Dover White vs Windy Blue in Real Spaces
3 real rooms side by side. Seeing Dover White and Windy Blue in actual rooms makes the difference concrete; browse the spaces below to get a feel for how each color lives on a wall.
Living Room
A living room wall sees more varied light than almost any other surface in the house, which makes the choice between these two more nuanced than a chip suggests. Dover White reflects noticeably more light off the walls, making the space read more open than Windy Blue.
Bedroom
Bedrooms are typically lit with warmer, lower light than the rest of the house — a condition that flatters warm tones and deepens cool ones. Dover White returns significantly more light to the room — in a smaller or darker space, that difference in perceived brightness is hard to miss.
House
A full exterior is the most demanding test for a paint color — scale and outdoor light both amplify differences that seem small on a swatch. Dover White returns significantly more light to the room — in a smaller or darker space, that difference in perceived brightness is hard to miss.
Color Details
Dover White vs Windy Blue Simulated Comparison
5 simulated room previews — drag the slider on each to see Dover White on one side and Windy Blue on the other.

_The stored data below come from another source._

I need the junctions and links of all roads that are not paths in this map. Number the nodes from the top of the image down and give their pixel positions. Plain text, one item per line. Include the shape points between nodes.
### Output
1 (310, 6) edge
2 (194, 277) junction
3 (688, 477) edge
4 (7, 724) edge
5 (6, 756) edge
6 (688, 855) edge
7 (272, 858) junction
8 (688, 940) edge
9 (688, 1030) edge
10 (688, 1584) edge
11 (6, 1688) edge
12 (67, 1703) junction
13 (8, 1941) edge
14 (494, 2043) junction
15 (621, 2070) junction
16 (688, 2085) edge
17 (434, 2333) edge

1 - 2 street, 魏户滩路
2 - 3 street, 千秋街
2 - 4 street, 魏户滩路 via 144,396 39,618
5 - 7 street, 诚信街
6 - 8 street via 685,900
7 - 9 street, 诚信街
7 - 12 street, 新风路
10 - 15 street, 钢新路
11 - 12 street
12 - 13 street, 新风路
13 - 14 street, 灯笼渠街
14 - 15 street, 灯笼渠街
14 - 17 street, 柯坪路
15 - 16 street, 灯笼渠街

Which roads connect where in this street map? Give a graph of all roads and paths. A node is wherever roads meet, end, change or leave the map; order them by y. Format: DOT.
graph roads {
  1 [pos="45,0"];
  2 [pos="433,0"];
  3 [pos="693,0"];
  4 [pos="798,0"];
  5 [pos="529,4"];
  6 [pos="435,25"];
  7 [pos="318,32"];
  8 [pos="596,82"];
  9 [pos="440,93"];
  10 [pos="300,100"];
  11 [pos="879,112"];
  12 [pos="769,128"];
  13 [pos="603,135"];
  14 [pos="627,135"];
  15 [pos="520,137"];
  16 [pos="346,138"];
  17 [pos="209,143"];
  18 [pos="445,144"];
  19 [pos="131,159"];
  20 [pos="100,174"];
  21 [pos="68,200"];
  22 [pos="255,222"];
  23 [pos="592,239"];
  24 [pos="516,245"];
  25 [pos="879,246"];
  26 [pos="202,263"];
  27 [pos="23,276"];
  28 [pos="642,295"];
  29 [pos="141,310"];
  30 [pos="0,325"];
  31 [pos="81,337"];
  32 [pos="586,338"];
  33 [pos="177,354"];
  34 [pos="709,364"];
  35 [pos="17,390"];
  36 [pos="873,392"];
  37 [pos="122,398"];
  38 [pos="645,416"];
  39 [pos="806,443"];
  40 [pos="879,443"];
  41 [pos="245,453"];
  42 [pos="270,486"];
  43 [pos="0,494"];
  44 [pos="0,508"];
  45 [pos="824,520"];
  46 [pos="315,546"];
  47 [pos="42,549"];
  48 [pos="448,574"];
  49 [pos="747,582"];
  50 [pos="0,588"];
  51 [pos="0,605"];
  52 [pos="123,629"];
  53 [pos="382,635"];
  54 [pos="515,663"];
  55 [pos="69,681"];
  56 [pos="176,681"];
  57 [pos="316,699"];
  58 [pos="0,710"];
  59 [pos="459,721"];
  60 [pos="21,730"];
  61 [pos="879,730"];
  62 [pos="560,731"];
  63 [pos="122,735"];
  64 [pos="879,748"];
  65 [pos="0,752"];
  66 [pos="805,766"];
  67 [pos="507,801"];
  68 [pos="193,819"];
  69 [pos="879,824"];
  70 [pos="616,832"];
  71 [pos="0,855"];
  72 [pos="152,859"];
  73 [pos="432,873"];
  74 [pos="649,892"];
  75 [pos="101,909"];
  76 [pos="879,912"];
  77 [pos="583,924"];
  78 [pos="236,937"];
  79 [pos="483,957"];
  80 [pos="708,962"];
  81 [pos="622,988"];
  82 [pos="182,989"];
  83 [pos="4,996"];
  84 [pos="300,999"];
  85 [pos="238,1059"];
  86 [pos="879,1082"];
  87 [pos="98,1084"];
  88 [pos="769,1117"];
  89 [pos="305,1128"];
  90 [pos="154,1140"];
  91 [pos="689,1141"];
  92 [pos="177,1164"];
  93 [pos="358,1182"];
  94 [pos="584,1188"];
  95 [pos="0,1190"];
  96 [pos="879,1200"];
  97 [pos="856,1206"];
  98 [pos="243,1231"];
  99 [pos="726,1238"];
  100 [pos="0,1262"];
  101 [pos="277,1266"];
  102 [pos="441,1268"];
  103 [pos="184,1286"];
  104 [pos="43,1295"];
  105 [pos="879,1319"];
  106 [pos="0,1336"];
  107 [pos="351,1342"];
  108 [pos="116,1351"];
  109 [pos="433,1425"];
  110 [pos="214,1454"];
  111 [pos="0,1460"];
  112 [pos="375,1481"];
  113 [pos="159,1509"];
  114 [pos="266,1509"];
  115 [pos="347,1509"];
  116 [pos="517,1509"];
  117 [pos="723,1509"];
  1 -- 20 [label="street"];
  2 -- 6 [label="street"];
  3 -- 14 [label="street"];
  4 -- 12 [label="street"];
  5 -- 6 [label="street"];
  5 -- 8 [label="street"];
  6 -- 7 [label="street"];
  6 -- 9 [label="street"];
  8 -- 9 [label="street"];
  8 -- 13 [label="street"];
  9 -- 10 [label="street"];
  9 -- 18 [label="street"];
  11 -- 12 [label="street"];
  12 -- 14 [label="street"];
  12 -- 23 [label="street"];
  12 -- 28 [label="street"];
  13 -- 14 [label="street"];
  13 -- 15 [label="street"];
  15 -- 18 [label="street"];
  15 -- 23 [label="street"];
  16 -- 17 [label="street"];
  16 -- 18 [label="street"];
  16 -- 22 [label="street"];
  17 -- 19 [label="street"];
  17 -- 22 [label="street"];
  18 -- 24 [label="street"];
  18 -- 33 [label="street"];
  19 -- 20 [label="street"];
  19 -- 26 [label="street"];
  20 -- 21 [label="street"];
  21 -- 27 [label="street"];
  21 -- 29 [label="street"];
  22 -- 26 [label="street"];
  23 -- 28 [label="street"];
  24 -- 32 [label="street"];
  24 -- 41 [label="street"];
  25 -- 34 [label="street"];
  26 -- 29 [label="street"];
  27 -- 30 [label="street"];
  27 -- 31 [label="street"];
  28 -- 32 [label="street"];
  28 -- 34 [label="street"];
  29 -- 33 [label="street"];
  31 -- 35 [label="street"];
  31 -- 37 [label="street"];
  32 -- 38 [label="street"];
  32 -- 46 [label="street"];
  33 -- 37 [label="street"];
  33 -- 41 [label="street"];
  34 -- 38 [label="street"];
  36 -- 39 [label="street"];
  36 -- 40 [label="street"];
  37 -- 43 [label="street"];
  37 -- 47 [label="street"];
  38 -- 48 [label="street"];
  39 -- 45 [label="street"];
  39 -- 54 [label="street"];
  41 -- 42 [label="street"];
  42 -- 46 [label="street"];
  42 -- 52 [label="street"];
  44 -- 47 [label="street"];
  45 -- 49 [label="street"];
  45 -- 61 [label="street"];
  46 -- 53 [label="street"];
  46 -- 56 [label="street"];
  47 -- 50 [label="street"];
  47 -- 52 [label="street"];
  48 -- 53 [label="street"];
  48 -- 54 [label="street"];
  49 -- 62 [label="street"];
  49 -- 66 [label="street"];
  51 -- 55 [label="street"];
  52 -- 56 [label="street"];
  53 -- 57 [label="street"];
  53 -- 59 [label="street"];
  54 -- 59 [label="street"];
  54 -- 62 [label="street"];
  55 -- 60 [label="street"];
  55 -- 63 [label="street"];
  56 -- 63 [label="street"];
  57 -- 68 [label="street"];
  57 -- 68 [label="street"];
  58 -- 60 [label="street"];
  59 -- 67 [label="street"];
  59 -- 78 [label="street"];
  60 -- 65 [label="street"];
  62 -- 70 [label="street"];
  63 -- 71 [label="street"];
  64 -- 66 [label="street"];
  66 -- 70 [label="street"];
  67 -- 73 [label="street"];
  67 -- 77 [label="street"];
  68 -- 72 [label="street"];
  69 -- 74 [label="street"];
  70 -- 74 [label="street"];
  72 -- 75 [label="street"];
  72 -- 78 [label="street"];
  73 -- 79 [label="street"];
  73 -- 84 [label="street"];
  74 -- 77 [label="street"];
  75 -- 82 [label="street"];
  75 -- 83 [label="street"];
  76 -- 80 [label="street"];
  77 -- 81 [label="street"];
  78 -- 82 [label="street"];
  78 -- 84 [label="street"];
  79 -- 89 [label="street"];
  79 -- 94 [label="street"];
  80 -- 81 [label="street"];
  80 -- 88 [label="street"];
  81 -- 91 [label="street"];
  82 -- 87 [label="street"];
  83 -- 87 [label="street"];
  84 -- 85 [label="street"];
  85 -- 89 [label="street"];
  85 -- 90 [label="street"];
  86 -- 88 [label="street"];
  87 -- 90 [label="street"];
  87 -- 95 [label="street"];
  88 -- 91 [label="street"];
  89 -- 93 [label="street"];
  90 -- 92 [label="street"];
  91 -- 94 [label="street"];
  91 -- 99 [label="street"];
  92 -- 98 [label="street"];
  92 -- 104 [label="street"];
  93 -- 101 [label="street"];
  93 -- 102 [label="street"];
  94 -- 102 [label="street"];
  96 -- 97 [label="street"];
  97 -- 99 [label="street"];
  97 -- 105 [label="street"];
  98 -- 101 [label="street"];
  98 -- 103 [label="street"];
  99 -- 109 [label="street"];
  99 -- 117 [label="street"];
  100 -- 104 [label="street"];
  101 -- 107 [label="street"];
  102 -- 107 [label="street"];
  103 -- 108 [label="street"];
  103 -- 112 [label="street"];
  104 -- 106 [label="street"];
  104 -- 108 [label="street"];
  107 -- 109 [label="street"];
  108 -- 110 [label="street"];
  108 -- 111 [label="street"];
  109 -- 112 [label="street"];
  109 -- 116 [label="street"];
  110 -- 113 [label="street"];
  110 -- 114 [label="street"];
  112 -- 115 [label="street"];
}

Digital color is approximate. These simulations are generated from the manufacturer's hex values and overlaid on grayscale room photos — your screen's calibration, brightness, and viewing angle all affect how they render. Before committing to either color, test physical samples in your own space under the light you actually live with.
More Dover White comparisons
See how Dover White stacks up against other well-photographed colors across different brands and tones.